The United States takes center stage as the global economy looks to see the effects of the recent shutdown coupled with the path the Fed takes to cut rates and stimulate growth. The data in the months ahead will likely garner more attention and we have a few releases heading our way this week. Mortgage interest rates generally respond well to moderate growth with little price pressures. The big uncertainty with the US Government data is whether we will see results soon or if they will be continually delayed. The financial markets so far have all but shrugged off the impacts of the shutdown as stocks pushed higher and bonds remained steady. That could change if the shutdown lengthens.
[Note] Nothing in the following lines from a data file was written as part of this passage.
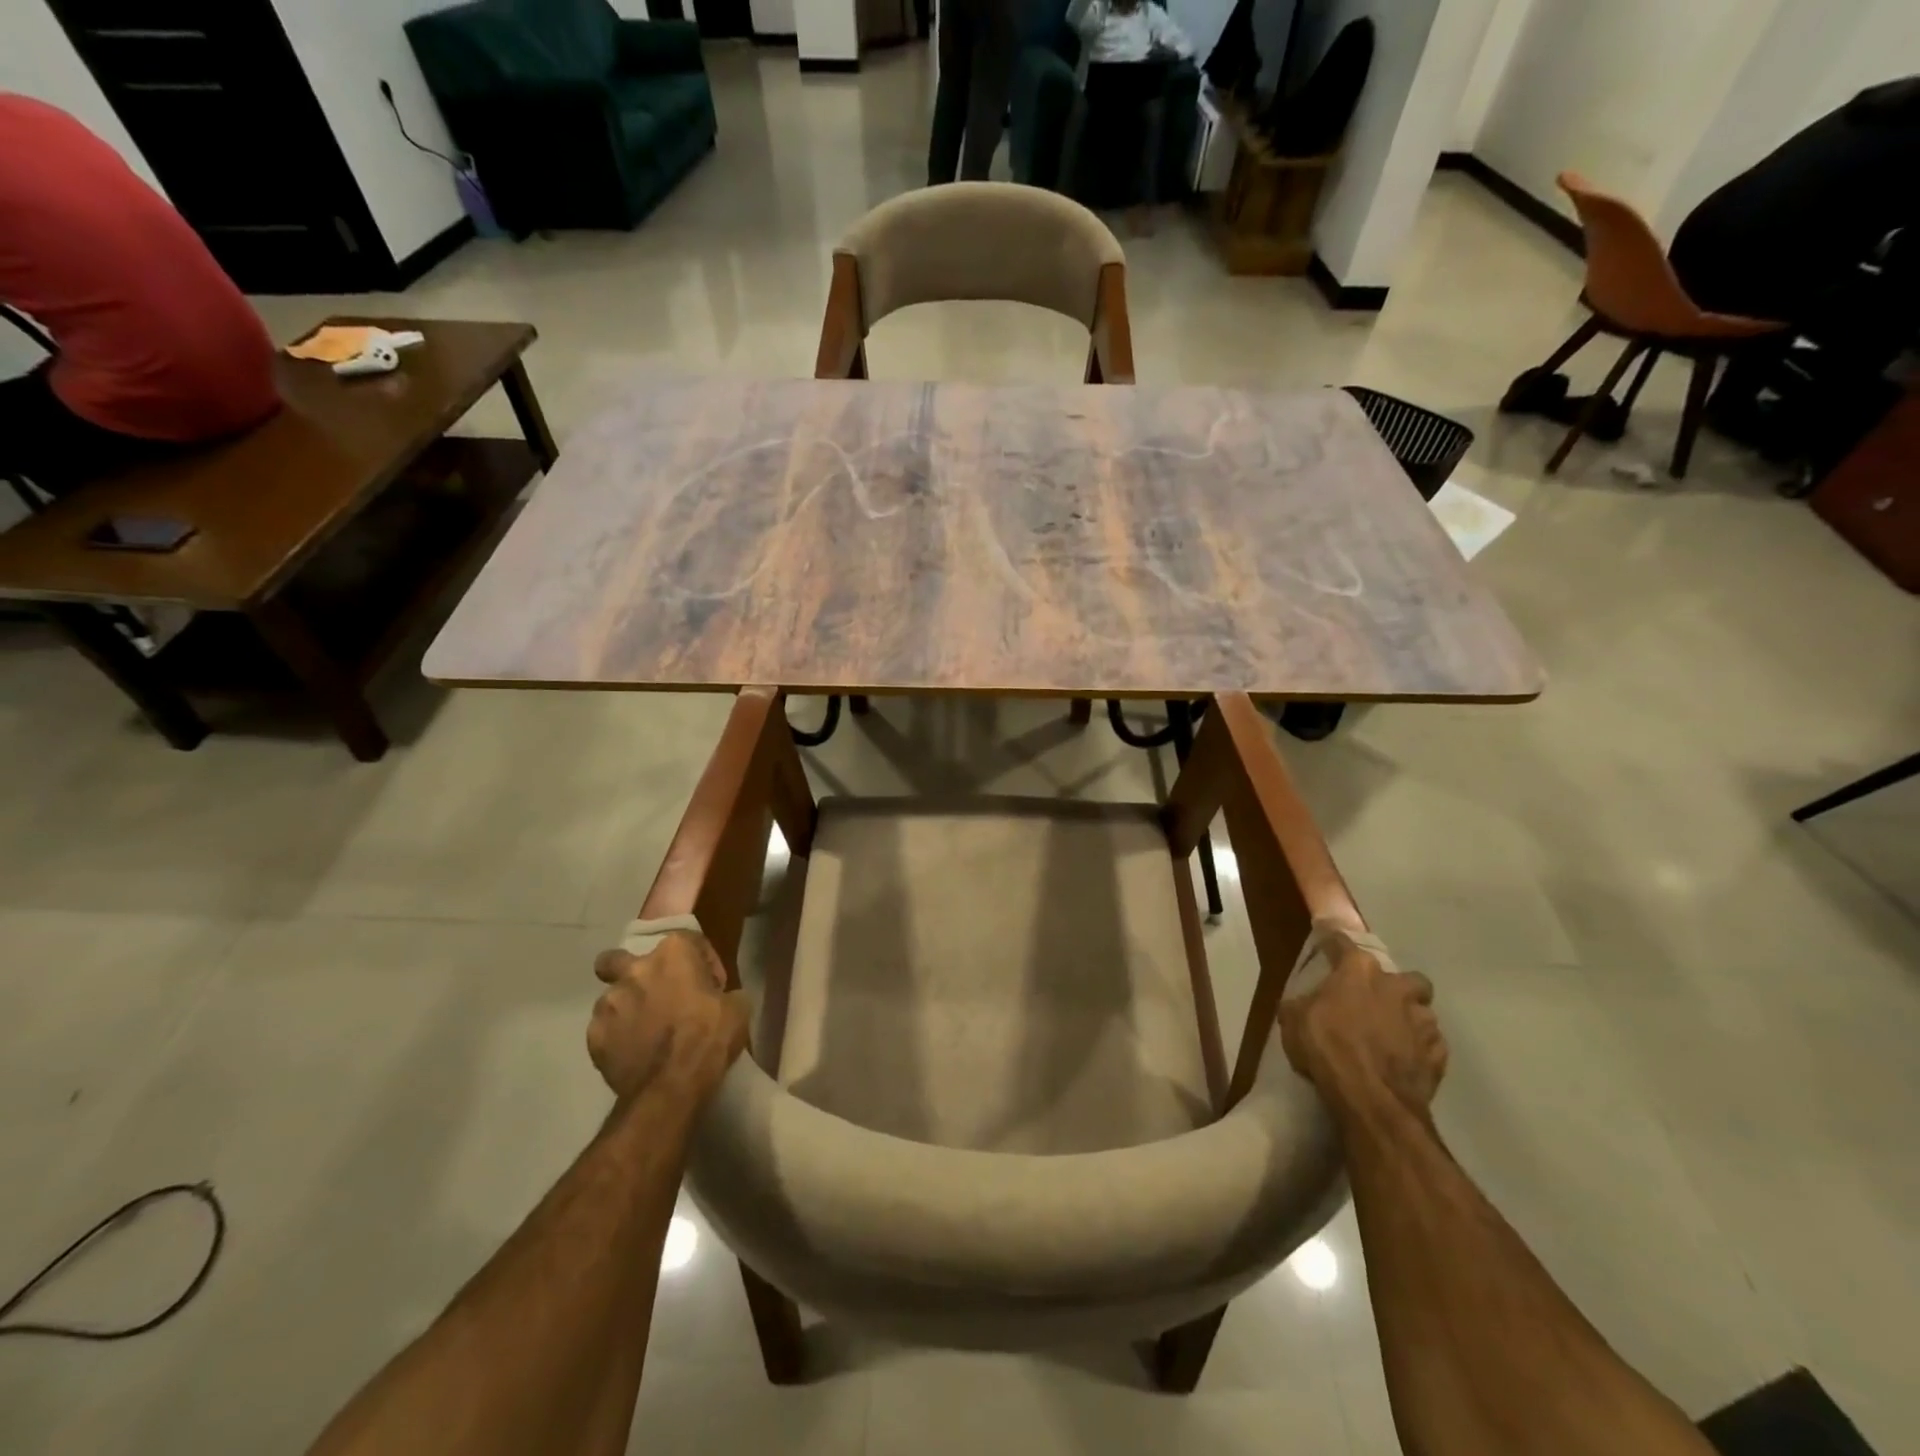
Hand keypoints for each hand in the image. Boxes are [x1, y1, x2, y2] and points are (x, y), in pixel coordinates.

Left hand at [588, 932, 749, 1106]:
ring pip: (611, 997)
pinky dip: (617, 1038)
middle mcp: (635, 969)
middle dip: (630, 971)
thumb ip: (725, 992)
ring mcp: (608, 1003)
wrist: (670, 1088)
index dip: (703, 962)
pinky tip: (633, 1053)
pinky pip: (605, 1030)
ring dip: (627, 1008)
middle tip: (654, 992)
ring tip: (644, 1031)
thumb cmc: (709, 1039)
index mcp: (673, 953)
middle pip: (619, 959)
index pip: (689, 941)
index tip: (711, 985)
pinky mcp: (593, 1036)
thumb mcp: (739, 1008)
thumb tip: (718, 998)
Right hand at [1280, 931, 1447, 1116]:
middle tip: (1377, 1001)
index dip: (1333, 944)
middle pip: (1406, 977)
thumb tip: (1304, 1004)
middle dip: (1396, 986)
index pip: (1344, 943)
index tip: (1327, 944)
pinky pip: (1431, 1046)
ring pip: (1423, 1012)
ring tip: (1392, 1036)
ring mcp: (1423, 1022)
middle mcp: (1397, 987)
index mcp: (1359, 971)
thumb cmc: (1327, 1047)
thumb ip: (1302, 1004)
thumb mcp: (1293, 1020)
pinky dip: (1419, 1050)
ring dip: (1409, 1020)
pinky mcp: (1439, 1056)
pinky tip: (1403, 1061)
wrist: (1371, 1099)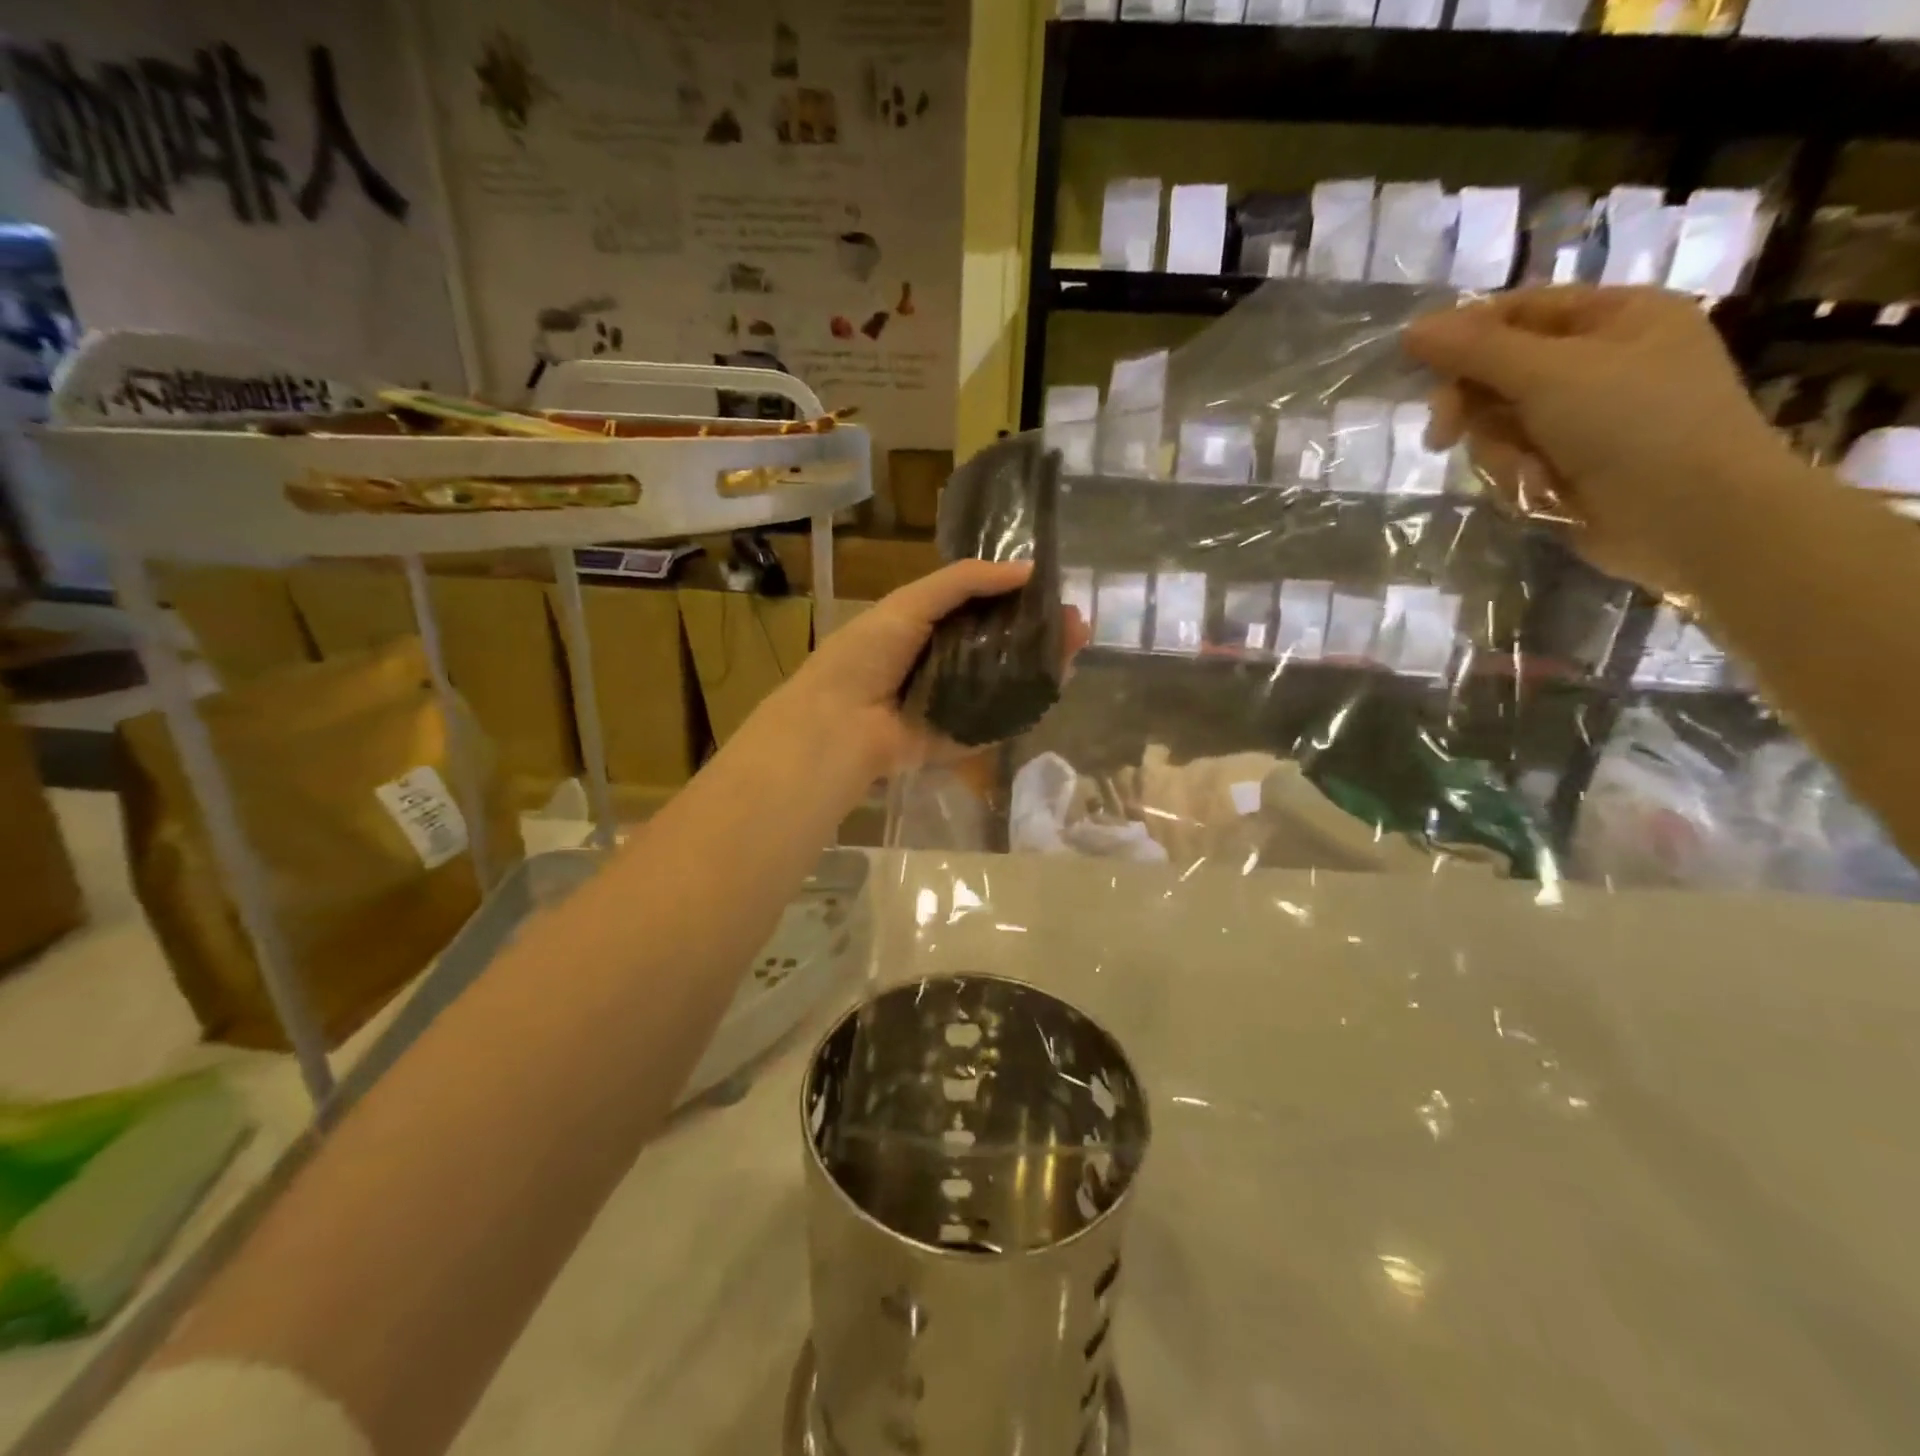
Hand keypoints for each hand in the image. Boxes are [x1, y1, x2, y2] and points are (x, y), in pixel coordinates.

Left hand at [766, 559, 1088, 780]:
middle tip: (1077, 623)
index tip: (1053, 590)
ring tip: (1077, 646)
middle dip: (1040, 633)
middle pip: (1002, 646)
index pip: (983, 610)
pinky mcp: (965, 737)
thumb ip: (965, 582)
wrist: (840, 722)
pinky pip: (1002, 718)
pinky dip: (1029, 703)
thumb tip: (1028, 569)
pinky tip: (1059, 682)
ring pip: (1008, 681)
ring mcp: (958, 703)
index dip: (1017, 599)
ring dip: (1042, 664)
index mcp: (929, 629)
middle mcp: (946, 664)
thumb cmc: (867, 654)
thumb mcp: (911, 602)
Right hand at [1404, 286, 1796, 595]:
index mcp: (1616, 317)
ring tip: (1523, 471)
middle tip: (1443, 433)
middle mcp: (1600, 361)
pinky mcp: (1569, 466)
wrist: (1691, 517)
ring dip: (1496, 450)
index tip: (1412, 363)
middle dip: (1472, 404)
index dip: (1463, 334)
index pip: (1518, 311)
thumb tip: (1412, 329)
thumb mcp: (1551, 373)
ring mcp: (1584, 418)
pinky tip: (1538, 489)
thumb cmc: (1635, 424)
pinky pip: (1512, 460)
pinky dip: (1514, 475)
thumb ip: (1477, 350)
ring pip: (1498, 423)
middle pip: (1500, 371)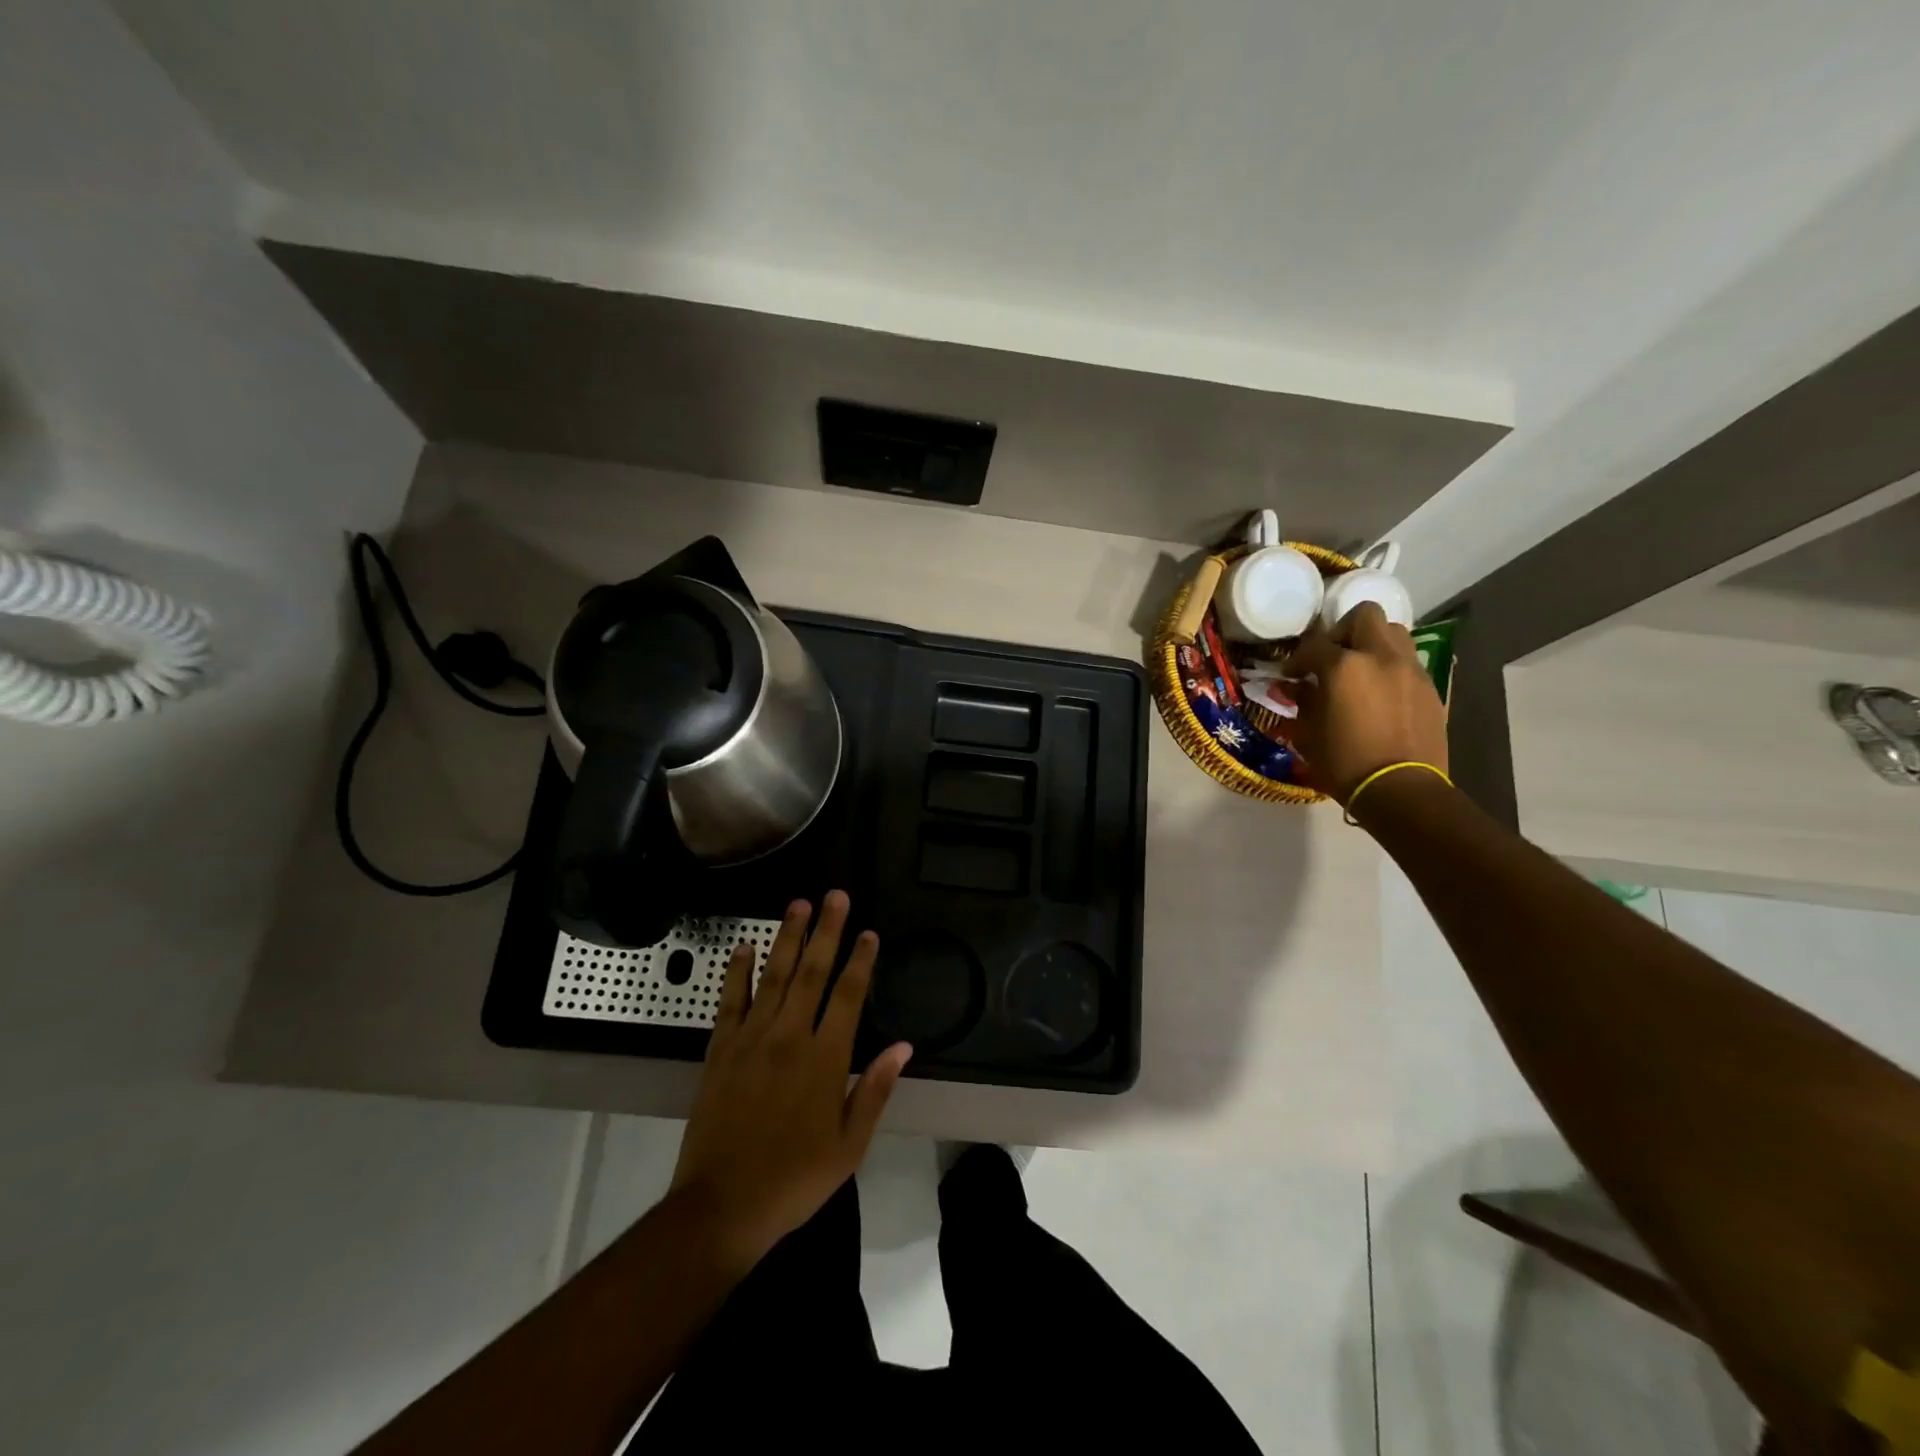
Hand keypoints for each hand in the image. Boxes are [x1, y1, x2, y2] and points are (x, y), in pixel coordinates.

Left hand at [667, 890, 910, 1268]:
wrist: (722, 1206)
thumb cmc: (795, 1179)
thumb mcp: (849, 1145)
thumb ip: (874, 1090)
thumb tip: (903, 1046)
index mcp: (825, 1059)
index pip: (848, 995)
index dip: (860, 960)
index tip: (868, 932)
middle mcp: (790, 1037)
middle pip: (812, 972)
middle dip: (827, 931)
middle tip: (835, 895)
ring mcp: (752, 1040)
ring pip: (774, 976)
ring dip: (788, 938)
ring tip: (798, 905)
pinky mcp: (720, 1051)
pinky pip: (730, 1002)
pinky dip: (737, 972)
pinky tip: (744, 947)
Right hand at [1284, 602, 1447, 801]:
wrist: (1401, 789)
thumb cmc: (1344, 763)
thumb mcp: (1309, 733)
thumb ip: (1303, 702)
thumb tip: (1297, 688)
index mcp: (1344, 666)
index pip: (1314, 645)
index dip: (1297, 659)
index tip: (1291, 675)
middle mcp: (1380, 657)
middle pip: (1364, 616)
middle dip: (1343, 631)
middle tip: (1332, 657)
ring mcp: (1410, 670)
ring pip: (1393, 633)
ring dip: (1372, 643)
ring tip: (1359, 670)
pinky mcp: (1429, 688)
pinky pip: (1407, 662)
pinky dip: (1390, 667)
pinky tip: (1379, 694)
The data isn’t the only thing pushing the financial markets up and down. Fed intervention remains very much in the forefront. The Fed is expected to cut rates again at the October 28/29th meeting. However, Fed Chair Powell continues to warn of the possibility of inflation tied to tariffs and some express concerns the Fed could hold until they see the actual data that has not yet been released. Therefore, a cautious approach to float/lock decisions is wise during this period of uncertainty.